Hertha gelangen dennoch zwei Tore. Das 1:0 in der 36. Minute folgte einem Angriffsmuster, das bereits öfter zu sehen war. Ibrahim Maza, eigentlich zentraler Mittelfeldspieler, ließ sich auf den linken Flügel fallen und zog so die Aufmerksamkeit auf sich. Dadurch konnte sich Linksaußen Derry Scherhant in den Halbraum zwischen Außen- und Innenverteidigung des Gegners schleichen, dort angespielt werden und das Tor schießen. Sehr ähnlich hatte Scherhant bereits seinen ersten Saisontreffer gegen Kaiserslautern erzielt - hier profitieren er und seine Mitspieler von einstudierten Abläufen.
Trotz der Führung musste Hertha lange um die drei Auswärtspunkte zittern, und das selbstverschuldet, denn wie in der ersten Halbzeit ließen die Mannschaft zu viele aussichtsreiche Offensivszenen ungenutzt liegen. So entwickelte sich der typische Spielverlauf, in welchem Nürnberg als zurückliegende Heimmannschaft Oberwasser bekam und anstürmte. Dabei blieben die Clubberer jedoch erschreckend harmlos - eben weil es so wirkte, als hätten sie keine wirklichen Offensivmuster, mit denen sie Gegner strukturiert knacken können. Das Spiel der Nürnberger wirkte eher zufällig und zu sehr von individuellen Geistesblitzen abhängig, als dass Hertha noch einmal wirklich in Bedrängnis geriet.
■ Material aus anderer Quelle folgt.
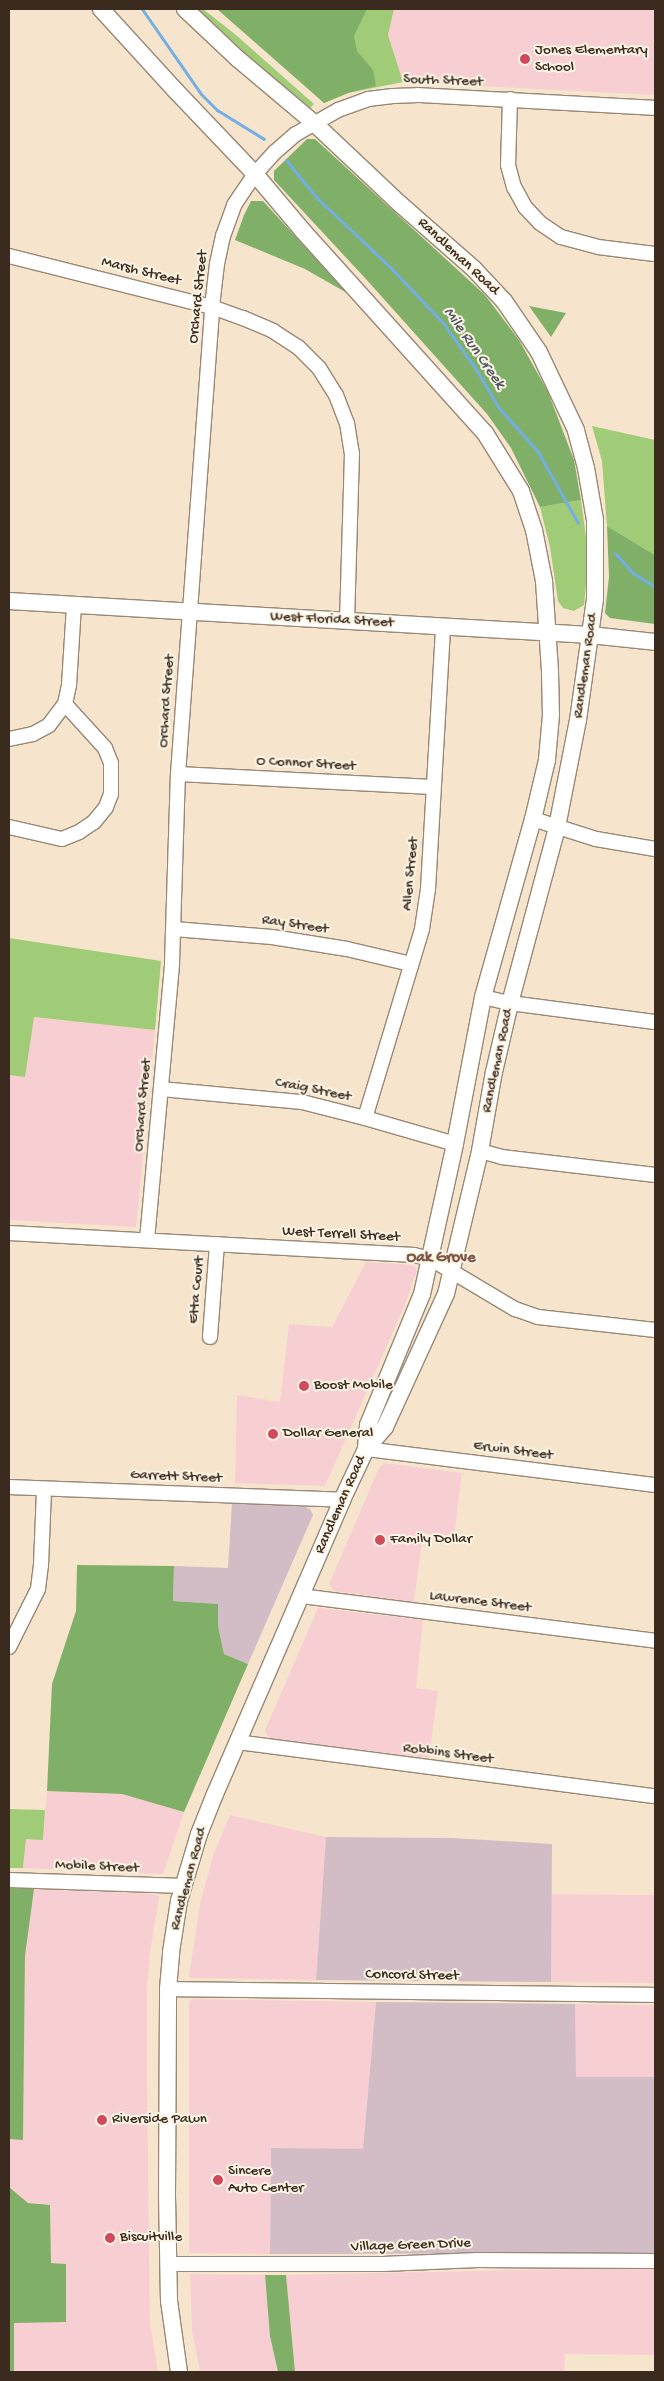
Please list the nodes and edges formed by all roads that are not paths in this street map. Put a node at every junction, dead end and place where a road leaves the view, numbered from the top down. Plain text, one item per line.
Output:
1 (101, 9) edge
2 (185, 9) edge
3 (510, 99) junction
4 (655, 108) edge
5 (314, 123) junction
6 (256, 174) junction
7 (655, 254) edge
8 (9, 256) edge
9 (212, 306) junction
10 (9, 601) edge
11 (74, 605) junction
12 (188, 612) junction
13 (347, 620) junction
14 (443, 626) junction
15 (546, 634) junction
16 (590, 635) junction
17 (655, 642) edge
18 (65, 704) junction
19 (9, 739) edge
20 (178, 774) junction
21 (433, 787) junction
22 (533, 819) junction
23 (9, 827) edge
24 (556, 827) junction
25 (655, 849) edge
26 (174, 930) junction
27 (410, 964) junction
28 (483, 997) junction
29 (510, 1003) junction
30 (655, 1022) edge
31 (161, 1089) junction
32 (366, 1118) junction
33 (455, 1144) junction
34 (480, 1151) junction
35 (655, 1176) edge
36 (9, 1233) edge
37 (147, 1240) junction
38 (217, 1244) junction
39 (431, 1259) junction
40 (453, 1270) junction
41 (655, 1330) edge
42 (210, 1337) dead end
43 (366, 1449) junction
44 (655, 1485) edge
45 (9, 1488) edge
46 (44, 1489) junction
47 (342, 1500) junction
48 (301, 1596) junction
49 (655, 1641) edge
50 (9, 1647) edge
51 (237, 1742) junction
52 (655, 1796) edge
53 (9, 1880) edge
54 (184, 1886) junction
55 (168, 1989) junction
56 (655, 1995) edge
57 (655, 2261) edge
58 (168, 2264) junction
59 (179, 2372) edge

1 - 6 main road, Randleman Road
2 - 5 main road, Randleman Road
3 - 4 street, South Street
3 - 5 street, South Street
3 - 7 street
5 - 6 street, South Street
5 - 16 main road, Randleman Road
6 - 9 street, Orchard Street
6 - 15 main road, Randleman Road
8 - 9 street, Marsh Street
9 - 12 street, Orchard Street
9 - 13 street, Marsh Street
10 - 11 main road, West Florida Street
11 - 12 main road, West Florida Street
11 - 18 street
12 - 13 main road, West Florida Street
12 - 20 street, Orchard Street
13 - 14 main road, West Florida Street
14 - 15 main road, West Florida Street
14 - 21 street, Allen Street
15 - 16 main road, West Florida Street
15 - 22 main road, Randleman Road
16 - 17 main road, West Florida Street
16 - 24 main road, Randleman Road
18 - 19 street
18 - 23 street
20 - 21 street, O Connor Street
20 - 26 street, Orchard Street
21 - 27 street, Allen Street
22 - 24 street
22 - 28 main road, Randleman Road
24 - 25 street
24 - 29 main road, Randleman Road
26 - 27 street, Ray Street
26 - 31 street, Orchard Street
27 - 32 street, Allen Street
28 - 29 street
28 - 33 main road, Randleman Road
29 - 30 street
29 - 34 main road, Randleman Road
31 - 32 street, Craig Street
31 - 37 street, Orchard Street
32 - 33 street, Craig Street
33 - 39 main road, Randleman Road
34 - 35 street
34 - 40 main road, Randleman Road
36 - 37 street, West Terrell Street
37 - 38 street, West Terrell Street
38 - 39 street, West Terrell Street
38 - 42 street, Etta Court
39 - 40 street, West Terrell Street
39 - 43 main road, Randleman Road
40 - 41 street, West Terrell Street
40 - 43 main road, Randleman Road
43 - 44 street, Erwin Street
43 - 47 main road, Randleman Road
45 - 46 street, Garrett Street
46 - 47 street, Garrett Street
46 - 50 street
47 - 48 main road, Randleman Road
48 - 49 street, Lawrence Street
48 - 51 main road, Randleman Road
51 - 52 street, Robbins Street
51 - 54 main road, Randleman Road
53 - 54 street, Mobile Street
54 - 55 main road, Randleman Road
55 - 56 street, Concord Street
55 - 58 main road, Randleman Road
57 - 58 street, Village Green Drive
58 - 59 main road, Randleman Road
So war Nürnberg im zweiten Durchgang zwar die optisch überlegene Mannschaft, doch die besseren Angriffe gab es auf Berliner Seite zu sehen. Obwohl es auch zuvor zahlreiche Möglichkeiten dazu gegeben hätte, entschied Palko Dardai die Begegnung erst in der Nachspielzeit durch einen endlich einmal sauber ausgespielten Konter mit dem 2:0.
Hertha hatte es unnötig spannend gemacht, doch es war ein verdienter Sieg. Nicht weil Hertha die bessere Tagesform hatte, sondern die grundlegend reifere Spielanlage, durch die individuelle Tiefs und verletzungsbedingte Ausfälle von zahlreichen Spielern kompensiert werden können. Solch ein Vorteil könnte am Ende der Spielzeit deutlich mehr als nur 400.000 Euro wert gewesen sein.